LGBTQ Tormentors: Then & Now
Allow me to step out of my ego for a moment and be upfront. As a mid 20s, self-identifying Fem-Gay, I’ve received my fair share of bruised confidence due to extreme bullying because of my sexuality. I’ve previously stated myself and plenty of others I know were never in the closet. We were in a glass closet, completely visible to society. While it made coming out of the closet effortless, those in surrounded by glass are more likely to have suffered playground torture from other children who were instilled a fear of flamboyancy and freedom.
I’ve recently been inspired by a post from The Shade Room. In their article, they inform us an African American athlete was sent an apology letter from a former, high school teammate from the 60s. The letter was full of heartfelt regret over racism within their team. I paused for a while after reading.
What about my bullies? What about those hurtful words that sliced through me from those awful children. Were they still terrible? Are they still homophobes? Or were kids just being cruel?
Currently, almost everyone has social media. If you are tech savvy, it’s easy to find anyone from your past with their name and connections. I’ve taken some time to dig up those from my past on social media. Usually, I succeed in finding out as much as they are willing to reveal online. As you know, there are a handful who will reveal every detail about themselves. It makes one’s sleuthing come easy.
Through the years, I’ve moved around my hometown with my family from place to place. I’ve lost track or forgotten names of many, but those former tormentors still stick with me a little bit. It’s odd when they’ll request my “friendship” on social media. To boast, I’ve since moved to the West Coast and am self-assured in my life. Funny enough, I often will see them “liking” photographs of mine. But, you won't ever acknowledge me in another way?
Yet, I do have one story. A confession from a former bully who might as well have been one of the aggressors in the Hostel film franchise. He was ruthless, unapologetic, and straight up ridiculous. He was my only high school bully. He was relentless with his antics day in and day out for the three years we were in school with one another. While I had moved on, I still never forgot his name.
About four years ago, he decided to befriend me on social media. Immediately, my fingers couldn’t punch in my best girlfriend’s telephone number sooner. Why would he come out of the woodwork now?! My friend played devil’s advocate, so I accepted the friend request and awaited a response. Within mere minutes, I had gotten a reaction from him. Once arch-nemesis in my life, he’d come at me whimpering and sobbing…virtually, anyway. He was completely apologetic and repeated his repentance.

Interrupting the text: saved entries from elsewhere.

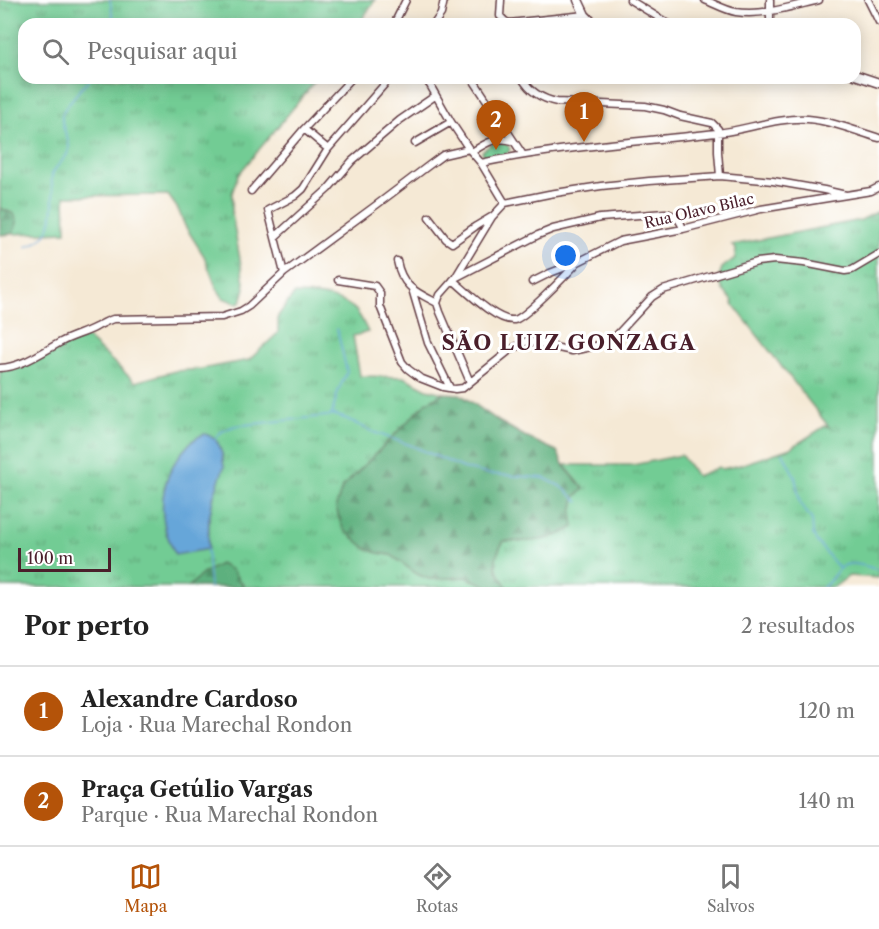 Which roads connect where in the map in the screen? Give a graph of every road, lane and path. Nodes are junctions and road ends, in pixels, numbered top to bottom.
1 (406, 0) edge
2 (444, 0) edge
3 (501, 0) edge
4 (578, 0) edge
5 (630, 0) edge
6 (705, 0) edge
7 (770, 0) edge
8 (818, 0) edge
9 (868, 0) edge
10 (770, 11) junction
11 (441, 14) junction
12 (585, 15) junction
13 (397, 18) edge
14 (438, 18) edge
15 (442, 18) edge
16 (502, 18) edge
17 (556, 18) edge
18 (588, 18) edge
19 (659, 18) edge
20 (770, 18) edge
21 (879, 22) edge
22 (861, 77) edge
23 (879, 83) edge
24 (346, 84) edge
25 (385, 84) edge
26 (429, 84) edge
27 (476, 84) edge
28 (526, 84) edge
29 (435, 96) junction
30 (451, 122) junction
31 (304, 129) junction
32 (718, 133) junction
33 (879, 138) edge
34 (514, 141) junction
35 (415, 143) dead end
36 (328, 150) junction
37 (470, 151) junction
38 (523, 155) junction
39 (480, 163) junction
40 (720, 176) junction
41 (879, 187) edge
42 (251, 191) dead end
43 (846, 195) junction
44 (505, 204) junction
45 (429, 217) dead end
46 (492, 217) junction
47 (683, 229) junction
48 (275, 237) junction
49 (879, 254) edge
50 (398, 261) dead end
51 (576, 263) junction
52 (284, 273) junction
53 (454, 279) junction
54 (338, 280) dead end
55 (532, 282) dead end
56 (412, 290) junction
57 (437, 303) junction
58 (0, 369) edge
59 (470, 382) junction
60 (450, 388) junction

1 - 13 street
2 - 11 street
3 - 16 street
4 - 12 main road
5 - 19 street
6 - 10 street
7 - 10 street
8 - 10 street
9 - 21 street
10 - 20 street
11 - 14 street
11 - 15 street
12 - 17 street
12 - 18 main road
22 - 23 main road
24 - 31 street
25 - 36 street
26 - 29 street
27 - 34 street
28 - 32 street
29 - 30 street
29 - 48 street
30 - 35 street
30 - 37 street
31 - 36 street
31 - 42 street
32 - 33 street
32 - 38 street
32 - 40 street
34 - 37 street
34 - 38 street
36 - 48 street
37 - 39 street
37 - 52 street
38 - 39 street
39 - 44 street
40 - 43 street
40 - 44 street
41 - 43 street, Rua Olavo Bilac
43 - 47 street, Rua Olavo Bilac
44 - 46 street
45 - 46 street
46 - 53 street
47 - 51 street, Rua Olavo Bilac
47 - 53 street
48 - 52 street
49 - 59 street
50 - 56 street
51 - 53 street
51 - 55 street, Rua Olavo Bilac
52 - 58 street
53 - 57 street
54 - 60 street
56 - 57 street
56 - 60 street
57 - 59 street
59 - 60 street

I’m never one to shy around from drama, I mean, I am a writer. We chatted on and off for a few days. I almost believed we could be friends at some point before I recalled just how scorned his hurtful words made me. He’d explained to me his logic behind his homophobia, including his crummy home life. He believed if he hadn’t apologized, he couldn’t move forward in his life. A United States Marine, my former high school bully, told me he’d thought about me during his deployment. He had to apologize and wished me to forgive him. I did.
Will I be connecting with said bully for coffee or a lunch to Panda Express if I’m ever back in town? Absolutely not. Do I firmly believe in second chances if someone is promising effort and you’re witnessing it? You’re damn right. What kind of world would this be if we were not allowed to accept an apology of someone who is admitting fault? It feels much better to forgive than hold it in.
How about you? Have you ever had a former tormentor apologize to you? Did your instinct tell you to forgive them?